__Assignment__:
Only an exact retyping of all the entries counts as an answer.

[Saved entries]
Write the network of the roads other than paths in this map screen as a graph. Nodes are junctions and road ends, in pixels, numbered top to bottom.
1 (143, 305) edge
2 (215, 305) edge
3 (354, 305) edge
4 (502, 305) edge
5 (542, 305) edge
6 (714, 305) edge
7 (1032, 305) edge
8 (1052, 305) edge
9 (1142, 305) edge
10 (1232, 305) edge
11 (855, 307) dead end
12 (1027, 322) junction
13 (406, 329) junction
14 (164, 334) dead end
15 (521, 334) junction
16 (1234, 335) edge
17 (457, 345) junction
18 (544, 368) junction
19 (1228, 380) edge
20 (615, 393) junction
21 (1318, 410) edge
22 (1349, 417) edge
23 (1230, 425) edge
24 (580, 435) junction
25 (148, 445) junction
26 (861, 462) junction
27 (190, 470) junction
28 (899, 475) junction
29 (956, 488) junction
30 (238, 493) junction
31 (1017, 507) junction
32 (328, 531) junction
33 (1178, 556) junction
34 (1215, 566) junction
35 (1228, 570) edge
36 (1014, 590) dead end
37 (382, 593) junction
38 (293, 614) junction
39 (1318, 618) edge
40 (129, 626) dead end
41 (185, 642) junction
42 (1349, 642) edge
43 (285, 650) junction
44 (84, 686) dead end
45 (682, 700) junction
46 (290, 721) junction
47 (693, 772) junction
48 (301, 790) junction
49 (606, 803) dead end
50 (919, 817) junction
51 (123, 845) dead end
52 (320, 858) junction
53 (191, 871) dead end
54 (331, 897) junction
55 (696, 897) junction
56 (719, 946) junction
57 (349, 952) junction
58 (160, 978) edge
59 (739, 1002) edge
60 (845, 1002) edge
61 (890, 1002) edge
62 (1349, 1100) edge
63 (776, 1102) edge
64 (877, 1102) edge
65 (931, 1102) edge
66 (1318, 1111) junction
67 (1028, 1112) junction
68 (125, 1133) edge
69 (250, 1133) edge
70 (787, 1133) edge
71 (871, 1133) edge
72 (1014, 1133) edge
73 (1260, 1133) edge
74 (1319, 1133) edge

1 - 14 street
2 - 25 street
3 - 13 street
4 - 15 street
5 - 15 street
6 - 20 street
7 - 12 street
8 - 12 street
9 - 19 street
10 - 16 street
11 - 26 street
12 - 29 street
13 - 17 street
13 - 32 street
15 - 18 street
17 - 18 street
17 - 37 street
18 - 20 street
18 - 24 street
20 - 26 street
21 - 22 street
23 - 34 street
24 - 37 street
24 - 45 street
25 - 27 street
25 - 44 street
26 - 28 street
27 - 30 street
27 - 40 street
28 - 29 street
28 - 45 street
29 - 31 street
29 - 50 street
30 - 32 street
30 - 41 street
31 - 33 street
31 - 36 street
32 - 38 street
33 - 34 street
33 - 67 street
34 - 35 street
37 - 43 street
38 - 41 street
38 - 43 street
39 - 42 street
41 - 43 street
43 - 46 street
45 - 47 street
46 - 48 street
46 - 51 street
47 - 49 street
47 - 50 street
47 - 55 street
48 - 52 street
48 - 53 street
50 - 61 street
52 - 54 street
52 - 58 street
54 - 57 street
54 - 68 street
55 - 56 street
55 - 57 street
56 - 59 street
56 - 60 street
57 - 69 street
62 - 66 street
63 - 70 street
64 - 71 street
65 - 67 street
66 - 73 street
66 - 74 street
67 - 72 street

__Your response__:
Write the network of the roads other than paths in this map screen as a graph. Nodes are junctions and road ends, in pixels, numbered top to bottom.
1 (143, 305) edge
2 (215, 305) edge
3 (354, 305) edge
4 (502, 305) edge
5 (542, 305) edge
6 (714, 305) edge
7 (1032, 305) edge
8 (1052, 305) edge
9 (1142, 305) edge
10 (1232, 305) edge
11 (855, 307) dead end
12 (1027, 322) junction
13 (406, 329) junction
14 (164, 334) dead end
15 (521, 334) junction
16 (1234, 335) edge
17 (457, 345) junction
18 (544, 368) junction
19 (1228, 380) edge
20 (615, 393) junction
21 (1318, 410) edge
22 (1349, 417) edge
23 (1230, 425) edge
24 (580, 435) junction
25 (148, 445) junction
26 (861, 462) junction
27 (190, 470) junction
28 (899, 475) junction
29 (956, 488) junction
30 (238, 493) junction
31 (1017, 507) junction
32 (328, 531) junction
33 (1178, 556) junction
34 (1215, 566) junction
35 (1228, 570) edge
36 (1014, 590) dead end
37 (382, 593) junction
38 (293, 614) junction
39 (1318, 618) edge
40 (129, 626) dead end
41 (185, 642) junction
42 (1349, 642) edge
43 (285, 650) junction
44 (84, 686) dead end
45 (682, 700) junction
46 (290, 721) junction
47 (693, 772) junction
48 (301, 790) junction
49 (606, 803) dead end
50 (919, 817) junction
51 (123, 845) dead end
52 (320, 858) junction
53 (191, 871) dead end
54 (331, 897) junction
55 (696, 897) junction
56 (719, 946) junction
57 (349, 952) junction
58 (160, 978) edge
59 (739, 1002) edge
60 (845, 1002) edge
61 (890, 1002) edge
62 (1349, 1100) edge
63 (776, 1102) edge
64 (877, 1102) edge
65 (931, 1102) edge
66 (1318, 1111) junction
67 (1028, 1112) junction
68 (125, 1133) edge
69 (250, 1133) edge
70 (787, 1133) edge
71 (871, 1133) edge
72 (1014, 1133) edge
73 (1260, 1133) edge
74 (1319, 1133) edge

1 - 14 street
2 - 25 street
3 - 13 street
4 - 15 street
5 - 15 street
6 - 20 street
7 - 12 street
8 - 12 street
9 - 19 street
10 - 16 street
11 - 26 street
12 - 29 street
13 - 17 street
13 - 32 street
15 - 18 street
17 - 18 street
17 - 37 street
18 - 20 street
18 - 24 street
20 - 26 street
21 - 22 street
23 - 34 street
24 - 37 street
24 - 45 street
25 - 27 street
25 - 44 street
26 - 28 street
27 - 30 street
27 - 40 street
28 - 29 street
28 - 45 street
29 - 31 street
29 - 50 street
30 - 32 street
30 - 41 street
31 - 33 street
31 - 36 street
32 - 38 street
33 - 34 street
33 - 67 street
34 - 35 street
37 - 43 street
38 - 41 street
38 - 43 street
39 - 42 street
41 - 43 street
43 - 46 street
45 - 47 street
46 - 48 street
46 - 51 street
47 - 49 street
47 - 50 street
47 - 55 street
48 - 52 street
48 - 53 street
50 - 61 street
52 - 54 street
52 - 58 street
54 - 57 street
54 - 68 street
55 - 56 street
55 - 57 street
56 - 59 street
56 - 60 street
57 - 69 street
62 - 66 street
63 - 70 street
64 - 71 street
65 - 67 street
66 - 73 street
66 - 74 street
67 - 72 street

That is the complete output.